Twitter's immediacy and near ubiquity make it ideal for researching potential new purchases.
Be it product feedback, location-based advice or even price tracking, Twitter has plenty of tools up its sleeve to help you become a smart shopper.
1. Search a product
Making a standard Twitter search helps you to dredge up real-time comments that include any string you like. This can be useful for researching particular products or companies.
Head to http://search.twitter.com and enter your search terms. This gives you a blanket return on the item being tweeted globally. Your results are sorted by time, with the most recent ones first.
2. Check for complaints
If you use a search operator, you can narrow the results down to those that give you useful information about the product. Consider looking for tweets with a negative attitude: add a sad face (colon, open brackets) to the end of your search to find dissatisfied customers.
You'll need to apply some common sense to filter unjustified naysayers from genuine feedback. You can take the same approach to check out a company, or turn the frown upside down to look for positive tweets.
3. Localise the search
By adding near:location (where 'location' is the name of a city or area) to your search, you can find results by people whose location is set as close to that place.
If you want to be more specific, go to Twitter's advanced search at http://search.twitter.com/advanced and set the distance in the 'Places' field.
4. Use Twitter Groups
Look for a group related to your product on Twitter Groups. Use the search utility to find groups dedicated to a related area of interest.
You'll find a list of tweets from that group shown in a widget at the bottom of its page. If you can't find a suitable group, click 'Create a group' to start one.
5. Follow the retailer
Once you've found out who stocks the product you're after, search for the retailer on Twitter and then opt to follow it.
A large number of companies keep interested customers up to date with their latest deals via the site, so it's definitely worth keeping an eye on their streams. You can always unfollow the retailer again once you've made your purchase.
6. Make a list
Set up a Twitter list that includes the retailers you're interested in plus anyone else who has useful information on the product.
On your Twitter homepage, click 'New List' under 'Lists' in the right-hand column. Give it a name and description and opt to make it private. Finally, select related users and add them to your list.
You can now view the latest tweets from list members by selecting that list from your Twitter homepage.
7. Follow bargain hunters
Make sure you're following those useful services that keep you up to date with the very latest bargains and deals out there.

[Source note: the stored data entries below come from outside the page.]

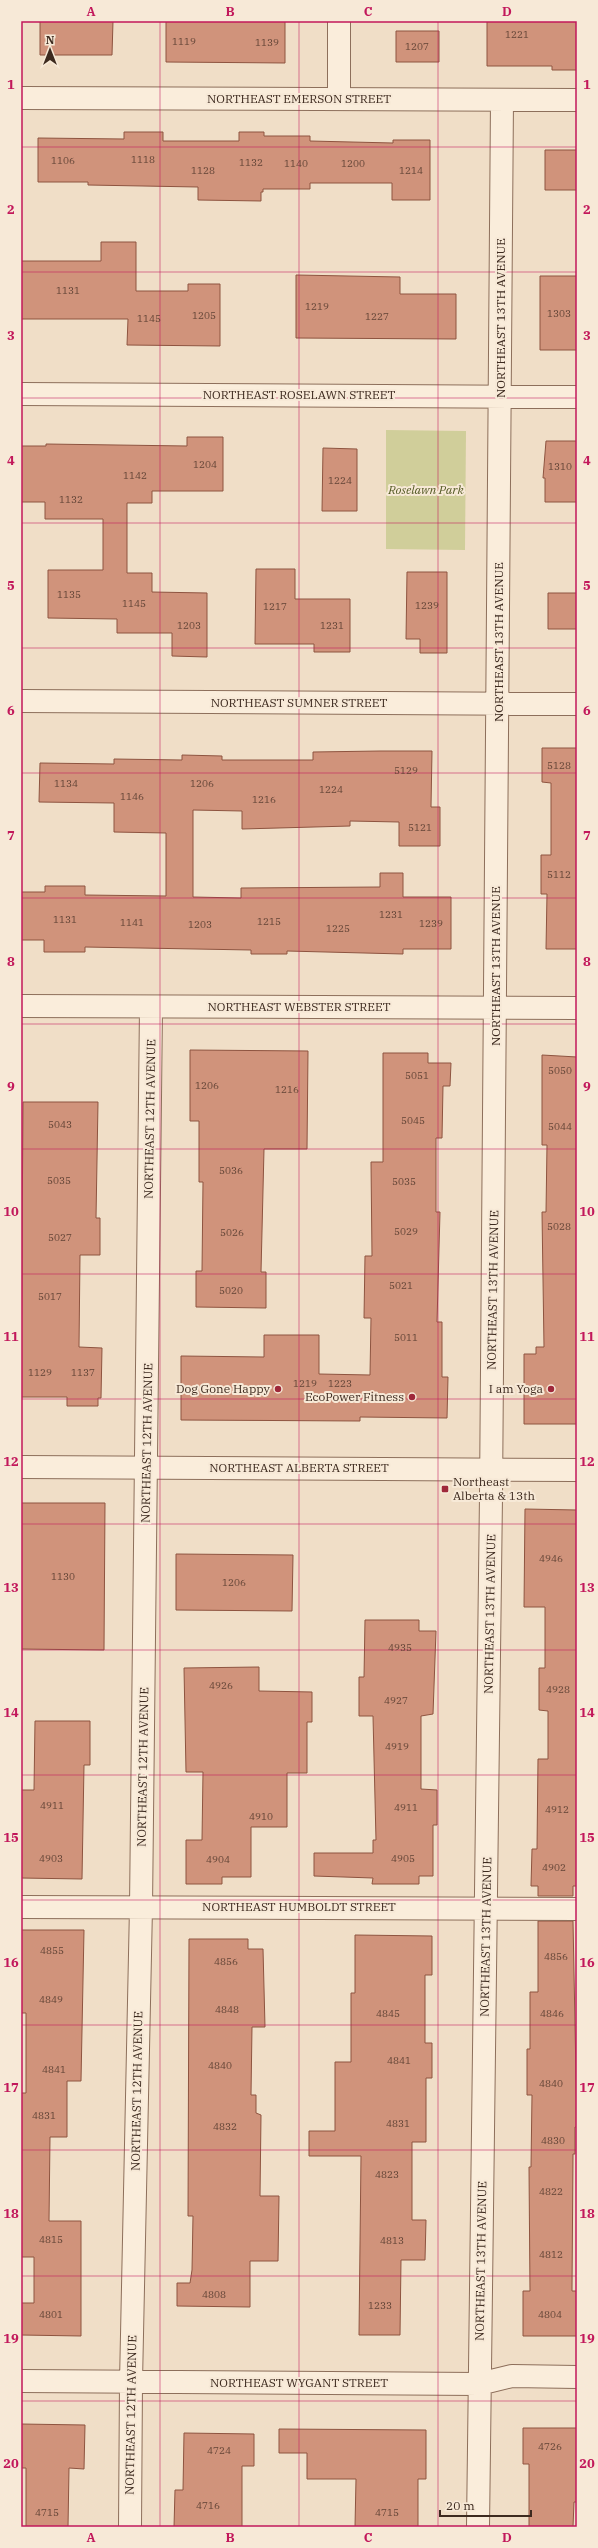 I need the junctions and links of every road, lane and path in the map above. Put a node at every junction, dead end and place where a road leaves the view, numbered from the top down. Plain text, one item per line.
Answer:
1 (340, 21) edge
2 (21, 98) edge
3 (339, 100) junction
4 (502, 100) junction
5 (577, 100) edge
6 (21, 394) edge
7 (501, 396) junction
8 (577, 397) edge
9 (21, 701) edge
10 (498, 704) junction
11 (577, 704) edge
12 (21, 1006) edge
13 (151, 1007) junction
14 (496, 1008) junction
15 (577, 1008) edge
16 (21, 1467) edge
17 (147, 1467) junction
18 (491, 1469) junction
19 (577, 1470) edge
20 (141, 1906) junction
21 (21, 1907) edge
22 (486, 1908) junction
23 (577, 1909) edge
24 (577, 2376) edge
25 (21, 2381) edge
26 (131, 2382) junction
27 (479, 2384) junction
28 (130, 2527) edge
29 (478, 2527) edge

1 - 3 street
2 - 3 street, NORTHEAST EMERSON STREET
3 - 4 street, NORTHEAST EMERSON STREET
4 - 5 street, NORTHEAST EMERSON STREET
4 - 7 street, NORTHEAST 13TH AVENUE
6 - 7 street, NORTHEAST ROSELAWN STREET
7 - 8 street, NORTHEAST ROSELAWN STREET
7 - 10 street, NORTHEAST 13TH AVENUE
9 - 10 street, NORTHEAST SUMNER STREET
10 - 11 street, NORTHEAST SUMNER STREET
10 - 14 street, NORTHEAST 13TH AVENUE
12 - 13 street, NORTHEAST WEBSTER STREET
13 - 14 street, NORTHEAST WEBSTER STREET
13 - 17 street, NORTHEAST 12TH AVENUE
14 - 15 street, NORTHEAST WEBSTER STREET
14 - 18 street, NORTHEAST 13TH AVENUE
16 - 17 street, NORTHEAST ALBERTA STREET
17 - 18 street, NORTHEAST ALBERTA STREET
17 - 20 street, NORTHEAST 12TH AVENUE
18 - 19 street, NORTHEAST ALBERTA STREET
18 - 22 street, NORTHEAST 13TH AVENUE
20 - 21 street, NORTHEAST HUMBOLDT STREET
20 - 22 street, NORTHEAST HUMBOLDT STREET
20 - 26 street, NORTHEAST 12TH AVENUE
22 - 23 street, NORTHEAST HUMBOLDT STREET
22 - 27 street, NORTHEAST 13TH AVENUE
24 - 27 street, NORTHEAST WYGANT STREET
25 - 26 street, NORTHEAST WYGANT STREET
26 - 27 street, NORTHEAST WYGANT STREET
26 - 28 street, NORTHEAST 12TH AVENUE
27 - 29 street, NORTHEAST 13TH AVENUE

The Money Saving Expert (@moneysavingexp) shares deals as and when they arise, as does @cheapstingy – although the latter tends to concentrate on bargains based on the other side of the Pond, which may or may not be of use.
8. Create reminders
Set a reminder to give yourself a nudge via Twitter if you need to make a time-sensitive purchase that you can't risk forgetting about.
Mind Me To provides a simple service to tweet you automatically when you ask it to. Details are at www.mindmeto.com.
Just follow @mindmeto and wait for it to follow you back. Now send a reminder tweet such as @mindmeto book concert tickets on Monday and you'll get your reminder. All you have to do is make sure you're online to see it!
9. Track packages
Another great notification tool is Track This, which provides you with updates on any package you're awaiting.
To use, follow @trackthis and wait for it to follow you back. Now send a message including the tracking code and a package nickname and it will message you when the package changes location.
10. Monitor products
This is a service that combines a Firefox extension with a Twitter bot to provide you with notifications when the status of an item at Amazon changes. It can tell you when a product becomes available or when the price next changes.
You can get the extension at www.buylatr.com, although it's not compatible with the latest version of Firefox, which is a minor irritant.
Once installed, you get a 'BuyLater' button on Amazon product pages. You also need to follow @buyitlater on Twitter. When you come across something you want to monitor, click the 'BuyLater' button and provide your contact details.
Be aware that while the extension is active, Firefox will be polling Amazon on behalf of BuyLater, even if you're not actively monitoring a product.